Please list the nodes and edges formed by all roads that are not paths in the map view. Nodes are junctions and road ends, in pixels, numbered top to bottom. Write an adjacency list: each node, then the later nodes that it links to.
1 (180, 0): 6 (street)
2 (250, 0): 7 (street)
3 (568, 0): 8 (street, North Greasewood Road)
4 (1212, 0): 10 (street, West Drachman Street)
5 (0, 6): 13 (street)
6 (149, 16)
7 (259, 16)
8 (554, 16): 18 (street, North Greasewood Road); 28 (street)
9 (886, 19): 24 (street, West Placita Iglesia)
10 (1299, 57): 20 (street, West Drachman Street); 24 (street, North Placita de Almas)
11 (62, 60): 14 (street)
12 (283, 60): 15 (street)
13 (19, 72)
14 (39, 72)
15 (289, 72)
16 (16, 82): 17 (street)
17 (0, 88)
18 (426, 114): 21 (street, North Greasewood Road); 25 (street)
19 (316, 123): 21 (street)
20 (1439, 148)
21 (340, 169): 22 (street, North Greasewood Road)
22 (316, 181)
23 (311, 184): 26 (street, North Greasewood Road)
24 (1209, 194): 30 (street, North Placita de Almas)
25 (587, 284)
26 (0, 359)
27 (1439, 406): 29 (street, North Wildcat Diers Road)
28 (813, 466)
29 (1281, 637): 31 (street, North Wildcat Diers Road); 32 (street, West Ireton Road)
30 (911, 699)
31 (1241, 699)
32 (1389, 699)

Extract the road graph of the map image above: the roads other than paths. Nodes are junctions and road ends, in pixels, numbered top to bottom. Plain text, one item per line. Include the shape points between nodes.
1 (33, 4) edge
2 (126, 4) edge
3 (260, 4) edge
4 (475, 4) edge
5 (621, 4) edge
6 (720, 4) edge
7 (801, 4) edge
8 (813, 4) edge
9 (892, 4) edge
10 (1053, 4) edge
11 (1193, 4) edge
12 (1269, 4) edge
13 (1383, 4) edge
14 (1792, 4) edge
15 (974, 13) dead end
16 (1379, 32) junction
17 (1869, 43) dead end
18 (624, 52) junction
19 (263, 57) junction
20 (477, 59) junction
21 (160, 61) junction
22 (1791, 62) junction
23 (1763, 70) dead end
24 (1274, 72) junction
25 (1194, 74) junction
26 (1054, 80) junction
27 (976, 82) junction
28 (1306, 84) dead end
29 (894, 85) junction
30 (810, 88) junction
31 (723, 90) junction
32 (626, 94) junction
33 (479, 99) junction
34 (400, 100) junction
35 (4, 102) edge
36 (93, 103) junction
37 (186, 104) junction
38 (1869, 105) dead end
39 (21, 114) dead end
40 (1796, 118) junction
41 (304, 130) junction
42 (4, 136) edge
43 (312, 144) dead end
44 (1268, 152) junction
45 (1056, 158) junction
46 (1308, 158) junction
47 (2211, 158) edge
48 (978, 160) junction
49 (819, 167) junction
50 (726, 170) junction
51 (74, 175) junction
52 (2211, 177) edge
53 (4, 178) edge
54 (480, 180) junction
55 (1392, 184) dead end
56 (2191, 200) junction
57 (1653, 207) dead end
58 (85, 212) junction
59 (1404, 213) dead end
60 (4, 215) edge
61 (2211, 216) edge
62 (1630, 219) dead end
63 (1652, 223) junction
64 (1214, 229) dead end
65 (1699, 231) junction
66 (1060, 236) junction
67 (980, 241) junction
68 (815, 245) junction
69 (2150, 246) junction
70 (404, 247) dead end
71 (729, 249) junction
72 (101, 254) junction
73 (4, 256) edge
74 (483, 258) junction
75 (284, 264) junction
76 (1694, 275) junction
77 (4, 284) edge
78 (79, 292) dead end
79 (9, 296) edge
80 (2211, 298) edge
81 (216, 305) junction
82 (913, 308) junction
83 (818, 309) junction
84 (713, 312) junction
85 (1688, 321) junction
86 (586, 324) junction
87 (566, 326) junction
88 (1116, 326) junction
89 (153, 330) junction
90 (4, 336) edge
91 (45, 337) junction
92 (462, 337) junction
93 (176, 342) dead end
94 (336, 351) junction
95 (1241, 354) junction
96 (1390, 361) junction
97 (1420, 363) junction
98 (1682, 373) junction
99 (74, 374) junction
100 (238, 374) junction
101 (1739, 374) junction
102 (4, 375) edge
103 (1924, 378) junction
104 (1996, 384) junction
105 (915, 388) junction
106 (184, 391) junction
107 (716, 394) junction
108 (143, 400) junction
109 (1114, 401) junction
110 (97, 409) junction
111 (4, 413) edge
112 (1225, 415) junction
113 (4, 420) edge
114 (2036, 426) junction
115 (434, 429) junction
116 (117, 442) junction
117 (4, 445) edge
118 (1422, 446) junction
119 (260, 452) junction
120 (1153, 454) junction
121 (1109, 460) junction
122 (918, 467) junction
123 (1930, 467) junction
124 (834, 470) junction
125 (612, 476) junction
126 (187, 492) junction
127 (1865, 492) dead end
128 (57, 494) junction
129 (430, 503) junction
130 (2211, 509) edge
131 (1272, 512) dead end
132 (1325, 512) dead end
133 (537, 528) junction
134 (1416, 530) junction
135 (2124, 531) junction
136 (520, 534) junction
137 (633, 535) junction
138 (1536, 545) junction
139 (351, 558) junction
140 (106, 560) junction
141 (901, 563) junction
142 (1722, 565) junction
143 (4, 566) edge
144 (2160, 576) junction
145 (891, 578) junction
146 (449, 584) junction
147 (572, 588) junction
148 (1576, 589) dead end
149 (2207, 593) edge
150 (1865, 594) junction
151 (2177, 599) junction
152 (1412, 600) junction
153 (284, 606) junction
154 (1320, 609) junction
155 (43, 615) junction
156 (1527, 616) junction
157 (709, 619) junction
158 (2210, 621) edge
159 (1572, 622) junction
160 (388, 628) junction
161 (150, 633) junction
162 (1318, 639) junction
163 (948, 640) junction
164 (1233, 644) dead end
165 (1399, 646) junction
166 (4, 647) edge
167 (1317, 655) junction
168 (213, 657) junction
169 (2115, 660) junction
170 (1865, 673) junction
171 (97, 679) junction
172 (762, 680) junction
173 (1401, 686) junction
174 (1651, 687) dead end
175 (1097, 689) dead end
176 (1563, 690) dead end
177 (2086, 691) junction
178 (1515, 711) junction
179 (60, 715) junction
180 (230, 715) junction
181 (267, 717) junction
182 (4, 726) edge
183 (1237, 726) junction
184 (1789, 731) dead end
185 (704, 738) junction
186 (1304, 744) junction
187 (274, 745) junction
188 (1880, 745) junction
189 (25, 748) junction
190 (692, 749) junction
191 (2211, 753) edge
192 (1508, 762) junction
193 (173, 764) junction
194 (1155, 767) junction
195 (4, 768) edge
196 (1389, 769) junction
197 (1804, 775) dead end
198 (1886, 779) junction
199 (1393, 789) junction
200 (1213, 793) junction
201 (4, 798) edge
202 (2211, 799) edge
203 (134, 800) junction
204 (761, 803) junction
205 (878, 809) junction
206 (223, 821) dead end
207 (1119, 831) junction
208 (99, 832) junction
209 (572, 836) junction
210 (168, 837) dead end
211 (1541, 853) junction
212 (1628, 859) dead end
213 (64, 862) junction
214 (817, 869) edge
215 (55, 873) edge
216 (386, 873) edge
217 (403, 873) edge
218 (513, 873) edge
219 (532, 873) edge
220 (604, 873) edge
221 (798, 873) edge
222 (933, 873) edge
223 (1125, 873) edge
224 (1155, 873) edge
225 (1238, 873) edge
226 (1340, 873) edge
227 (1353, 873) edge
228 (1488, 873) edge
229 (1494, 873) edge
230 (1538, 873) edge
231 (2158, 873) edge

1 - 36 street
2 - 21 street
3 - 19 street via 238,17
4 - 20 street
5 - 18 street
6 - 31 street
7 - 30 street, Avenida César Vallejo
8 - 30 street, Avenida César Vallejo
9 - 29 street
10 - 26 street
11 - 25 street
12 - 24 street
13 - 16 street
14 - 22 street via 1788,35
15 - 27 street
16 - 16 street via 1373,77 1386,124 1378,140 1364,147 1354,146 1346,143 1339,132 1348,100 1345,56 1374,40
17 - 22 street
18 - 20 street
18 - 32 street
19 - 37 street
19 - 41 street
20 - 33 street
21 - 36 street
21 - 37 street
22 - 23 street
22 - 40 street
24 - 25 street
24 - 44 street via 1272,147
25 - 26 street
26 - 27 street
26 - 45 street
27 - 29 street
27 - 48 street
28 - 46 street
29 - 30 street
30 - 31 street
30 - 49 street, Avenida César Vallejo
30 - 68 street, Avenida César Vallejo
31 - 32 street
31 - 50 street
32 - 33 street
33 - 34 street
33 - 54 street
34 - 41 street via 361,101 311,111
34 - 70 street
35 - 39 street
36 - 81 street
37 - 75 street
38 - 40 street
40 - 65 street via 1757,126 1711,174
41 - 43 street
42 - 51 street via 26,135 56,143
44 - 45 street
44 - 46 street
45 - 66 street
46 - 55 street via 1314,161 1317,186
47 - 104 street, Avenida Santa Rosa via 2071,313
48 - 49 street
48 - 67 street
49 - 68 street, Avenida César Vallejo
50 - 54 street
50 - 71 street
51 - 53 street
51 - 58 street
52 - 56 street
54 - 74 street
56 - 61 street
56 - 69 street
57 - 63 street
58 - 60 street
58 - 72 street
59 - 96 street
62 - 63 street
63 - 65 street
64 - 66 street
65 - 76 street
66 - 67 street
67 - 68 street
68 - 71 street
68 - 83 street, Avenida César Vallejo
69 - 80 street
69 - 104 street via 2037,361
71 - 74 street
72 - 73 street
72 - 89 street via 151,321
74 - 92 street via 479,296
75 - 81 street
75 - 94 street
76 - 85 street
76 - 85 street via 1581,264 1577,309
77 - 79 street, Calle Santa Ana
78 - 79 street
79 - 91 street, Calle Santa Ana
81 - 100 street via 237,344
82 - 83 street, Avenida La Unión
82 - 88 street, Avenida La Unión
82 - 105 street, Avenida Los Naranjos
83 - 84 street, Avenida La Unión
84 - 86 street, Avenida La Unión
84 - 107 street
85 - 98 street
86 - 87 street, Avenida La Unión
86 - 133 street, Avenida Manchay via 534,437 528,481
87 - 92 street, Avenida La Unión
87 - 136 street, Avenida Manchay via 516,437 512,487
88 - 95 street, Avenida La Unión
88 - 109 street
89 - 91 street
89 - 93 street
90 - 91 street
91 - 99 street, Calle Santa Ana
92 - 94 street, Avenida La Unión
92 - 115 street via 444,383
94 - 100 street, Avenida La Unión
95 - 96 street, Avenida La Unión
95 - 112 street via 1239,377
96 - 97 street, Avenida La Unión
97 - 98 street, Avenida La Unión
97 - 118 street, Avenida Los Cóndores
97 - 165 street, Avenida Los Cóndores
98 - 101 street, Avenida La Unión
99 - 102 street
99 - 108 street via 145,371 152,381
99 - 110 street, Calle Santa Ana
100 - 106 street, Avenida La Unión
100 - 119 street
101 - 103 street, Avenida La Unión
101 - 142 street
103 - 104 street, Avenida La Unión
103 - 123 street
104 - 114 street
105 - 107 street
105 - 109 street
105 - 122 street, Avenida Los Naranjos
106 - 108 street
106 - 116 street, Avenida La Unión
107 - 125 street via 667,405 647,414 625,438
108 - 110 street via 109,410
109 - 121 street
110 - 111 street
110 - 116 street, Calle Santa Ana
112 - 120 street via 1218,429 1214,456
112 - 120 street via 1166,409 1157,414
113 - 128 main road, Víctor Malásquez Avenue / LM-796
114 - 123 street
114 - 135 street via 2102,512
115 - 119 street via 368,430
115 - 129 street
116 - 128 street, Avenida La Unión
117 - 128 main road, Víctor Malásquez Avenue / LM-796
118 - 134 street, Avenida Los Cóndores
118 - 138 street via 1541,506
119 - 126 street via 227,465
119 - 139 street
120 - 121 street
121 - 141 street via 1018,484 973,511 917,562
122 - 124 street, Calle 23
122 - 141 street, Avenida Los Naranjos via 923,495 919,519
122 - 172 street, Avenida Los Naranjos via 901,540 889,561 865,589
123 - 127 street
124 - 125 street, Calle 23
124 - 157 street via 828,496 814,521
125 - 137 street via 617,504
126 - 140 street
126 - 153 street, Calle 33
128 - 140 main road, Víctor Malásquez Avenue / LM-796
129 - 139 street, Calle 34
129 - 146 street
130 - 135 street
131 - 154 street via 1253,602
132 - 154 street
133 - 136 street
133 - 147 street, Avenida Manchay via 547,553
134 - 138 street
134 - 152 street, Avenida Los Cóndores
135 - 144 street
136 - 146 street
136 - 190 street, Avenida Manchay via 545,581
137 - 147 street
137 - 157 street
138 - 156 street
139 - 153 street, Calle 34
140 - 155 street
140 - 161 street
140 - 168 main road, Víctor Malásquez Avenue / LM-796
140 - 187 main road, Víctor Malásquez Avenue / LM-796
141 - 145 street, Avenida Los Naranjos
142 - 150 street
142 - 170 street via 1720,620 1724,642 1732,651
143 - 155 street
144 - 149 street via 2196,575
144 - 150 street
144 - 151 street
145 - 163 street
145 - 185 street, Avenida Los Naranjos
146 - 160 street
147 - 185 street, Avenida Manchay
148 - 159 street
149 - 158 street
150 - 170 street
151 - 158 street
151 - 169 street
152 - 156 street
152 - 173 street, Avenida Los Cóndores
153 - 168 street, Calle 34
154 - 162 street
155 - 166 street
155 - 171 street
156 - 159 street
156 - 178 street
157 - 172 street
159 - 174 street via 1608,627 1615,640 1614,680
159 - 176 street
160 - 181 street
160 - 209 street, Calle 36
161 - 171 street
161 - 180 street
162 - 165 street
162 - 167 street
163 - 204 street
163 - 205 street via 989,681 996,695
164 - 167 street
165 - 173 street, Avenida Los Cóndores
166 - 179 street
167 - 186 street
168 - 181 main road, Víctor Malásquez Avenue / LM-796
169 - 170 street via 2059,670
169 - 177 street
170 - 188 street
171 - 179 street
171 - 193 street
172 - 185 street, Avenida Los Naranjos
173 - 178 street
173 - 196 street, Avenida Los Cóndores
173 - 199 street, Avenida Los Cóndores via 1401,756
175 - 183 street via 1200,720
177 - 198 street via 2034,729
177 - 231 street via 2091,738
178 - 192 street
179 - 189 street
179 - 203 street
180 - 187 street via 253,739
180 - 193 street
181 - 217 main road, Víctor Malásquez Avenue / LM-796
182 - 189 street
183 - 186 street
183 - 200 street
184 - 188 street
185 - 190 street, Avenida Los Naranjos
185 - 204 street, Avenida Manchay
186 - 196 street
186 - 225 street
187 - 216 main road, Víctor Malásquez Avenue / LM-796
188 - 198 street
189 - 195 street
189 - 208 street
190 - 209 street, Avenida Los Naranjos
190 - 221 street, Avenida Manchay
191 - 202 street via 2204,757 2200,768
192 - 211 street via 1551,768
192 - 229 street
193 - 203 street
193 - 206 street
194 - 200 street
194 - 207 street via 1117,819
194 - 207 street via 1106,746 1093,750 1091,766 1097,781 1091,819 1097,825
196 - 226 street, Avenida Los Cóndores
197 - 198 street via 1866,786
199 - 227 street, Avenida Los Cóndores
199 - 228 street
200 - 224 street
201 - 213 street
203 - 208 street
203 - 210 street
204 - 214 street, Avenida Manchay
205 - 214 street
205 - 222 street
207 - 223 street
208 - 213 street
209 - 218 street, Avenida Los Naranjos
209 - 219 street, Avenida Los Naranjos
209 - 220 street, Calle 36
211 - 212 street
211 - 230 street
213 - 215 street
☆ ☆ ☆ ☆
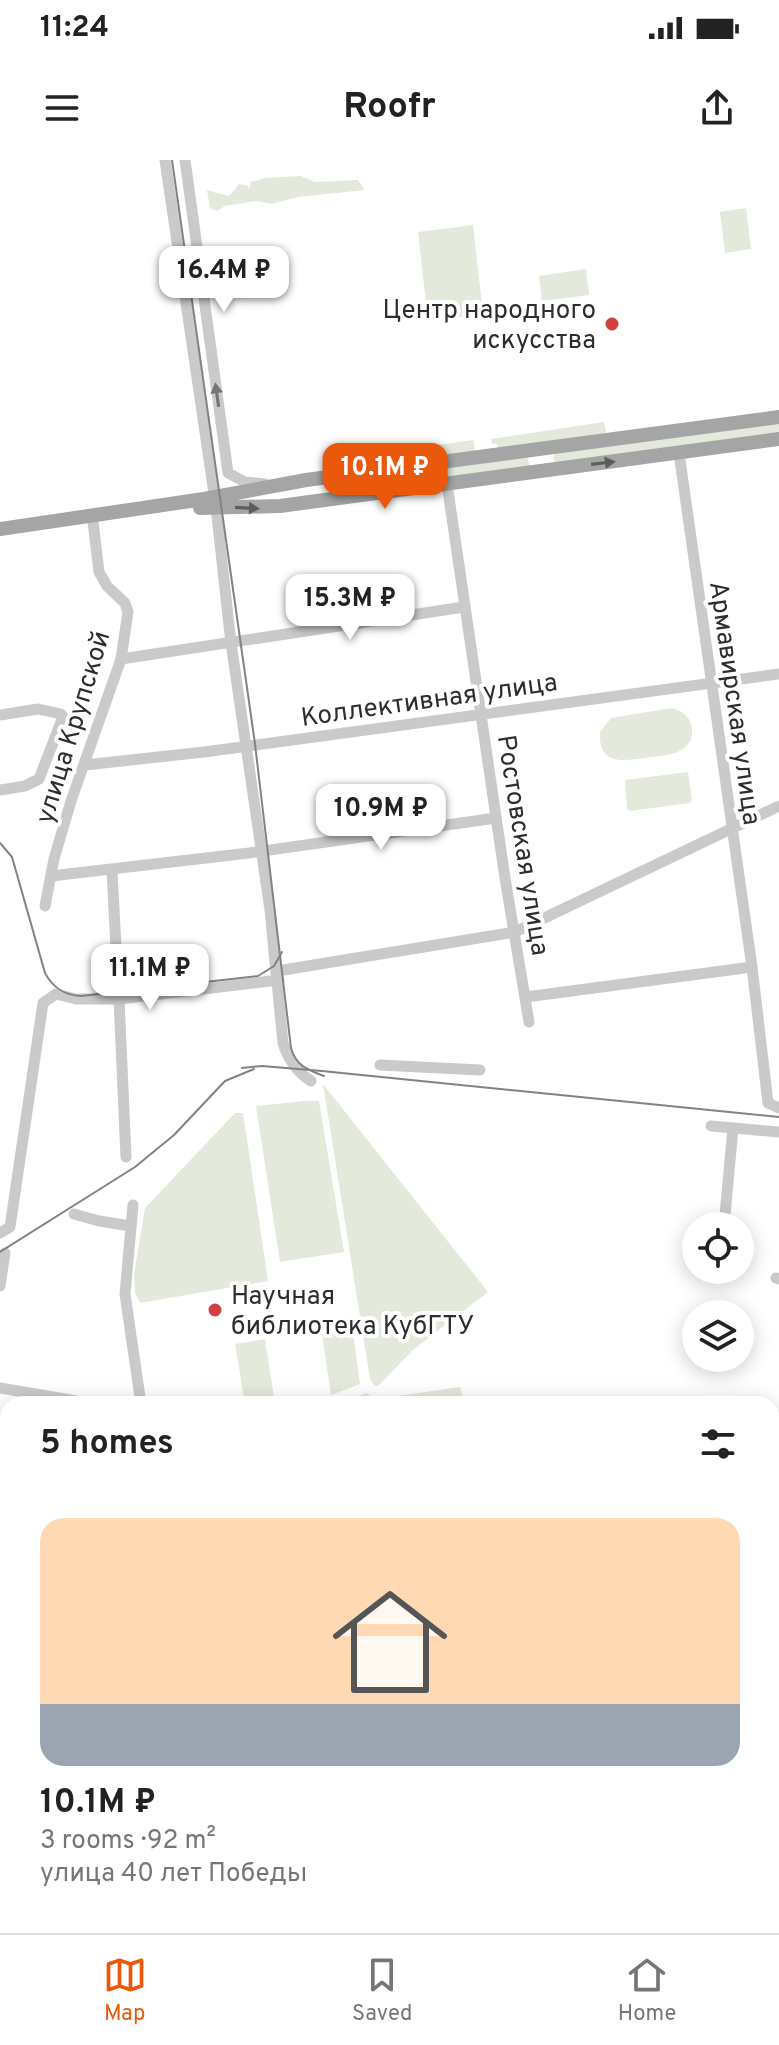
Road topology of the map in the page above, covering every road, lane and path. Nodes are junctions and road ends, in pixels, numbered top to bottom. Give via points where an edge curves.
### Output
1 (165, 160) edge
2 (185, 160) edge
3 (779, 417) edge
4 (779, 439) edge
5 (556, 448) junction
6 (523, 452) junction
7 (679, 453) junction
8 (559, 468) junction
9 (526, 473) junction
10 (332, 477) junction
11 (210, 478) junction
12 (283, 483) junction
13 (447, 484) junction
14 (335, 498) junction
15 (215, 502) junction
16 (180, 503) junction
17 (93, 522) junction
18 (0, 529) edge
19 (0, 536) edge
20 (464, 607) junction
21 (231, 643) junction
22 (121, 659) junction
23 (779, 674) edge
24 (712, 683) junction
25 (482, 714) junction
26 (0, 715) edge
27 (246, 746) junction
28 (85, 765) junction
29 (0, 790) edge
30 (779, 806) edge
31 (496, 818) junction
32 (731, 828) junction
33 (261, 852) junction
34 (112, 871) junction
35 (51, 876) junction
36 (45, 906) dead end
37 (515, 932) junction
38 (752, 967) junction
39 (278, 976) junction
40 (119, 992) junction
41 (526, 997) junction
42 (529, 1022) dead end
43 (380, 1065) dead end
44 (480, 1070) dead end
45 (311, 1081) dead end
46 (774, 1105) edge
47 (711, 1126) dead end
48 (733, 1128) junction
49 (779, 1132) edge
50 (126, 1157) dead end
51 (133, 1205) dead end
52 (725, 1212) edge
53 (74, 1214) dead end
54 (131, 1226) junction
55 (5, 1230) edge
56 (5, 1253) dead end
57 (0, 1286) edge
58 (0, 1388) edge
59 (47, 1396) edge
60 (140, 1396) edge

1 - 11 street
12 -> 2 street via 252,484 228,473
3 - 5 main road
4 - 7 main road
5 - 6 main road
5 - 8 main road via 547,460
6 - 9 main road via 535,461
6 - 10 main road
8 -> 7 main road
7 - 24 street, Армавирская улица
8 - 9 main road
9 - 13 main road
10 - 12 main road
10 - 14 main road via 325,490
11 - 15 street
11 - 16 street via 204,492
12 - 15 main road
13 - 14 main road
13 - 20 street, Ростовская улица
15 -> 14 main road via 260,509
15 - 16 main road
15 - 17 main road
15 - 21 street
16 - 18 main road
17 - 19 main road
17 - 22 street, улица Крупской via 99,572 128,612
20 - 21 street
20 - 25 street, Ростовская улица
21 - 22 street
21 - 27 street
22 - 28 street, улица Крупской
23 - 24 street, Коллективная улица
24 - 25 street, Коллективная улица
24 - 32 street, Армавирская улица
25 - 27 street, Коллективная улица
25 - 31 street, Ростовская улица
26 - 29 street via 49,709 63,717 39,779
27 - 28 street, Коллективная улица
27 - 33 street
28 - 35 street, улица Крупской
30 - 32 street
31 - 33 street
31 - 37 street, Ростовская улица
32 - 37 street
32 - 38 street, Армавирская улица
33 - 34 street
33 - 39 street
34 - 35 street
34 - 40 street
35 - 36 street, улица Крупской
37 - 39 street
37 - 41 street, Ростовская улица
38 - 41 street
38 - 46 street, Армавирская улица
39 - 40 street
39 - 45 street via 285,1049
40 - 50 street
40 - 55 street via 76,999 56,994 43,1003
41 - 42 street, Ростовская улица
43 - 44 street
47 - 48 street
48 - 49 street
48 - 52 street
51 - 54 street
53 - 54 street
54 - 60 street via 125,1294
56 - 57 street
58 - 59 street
☆ ☆ ☆ ☆
■ Task goal
Sift the material for lines that include the word "Ростовская", and copy each one.

■ Task output
13 - 20 street, Ростовская улица
20 - 25 street, Ростовская улица
25 - 31 street, Ростовская улица
31 - 37 street, Ростовская улица
37 - 41 street, Ростовская улица
41 - 42 street, Ростовская улица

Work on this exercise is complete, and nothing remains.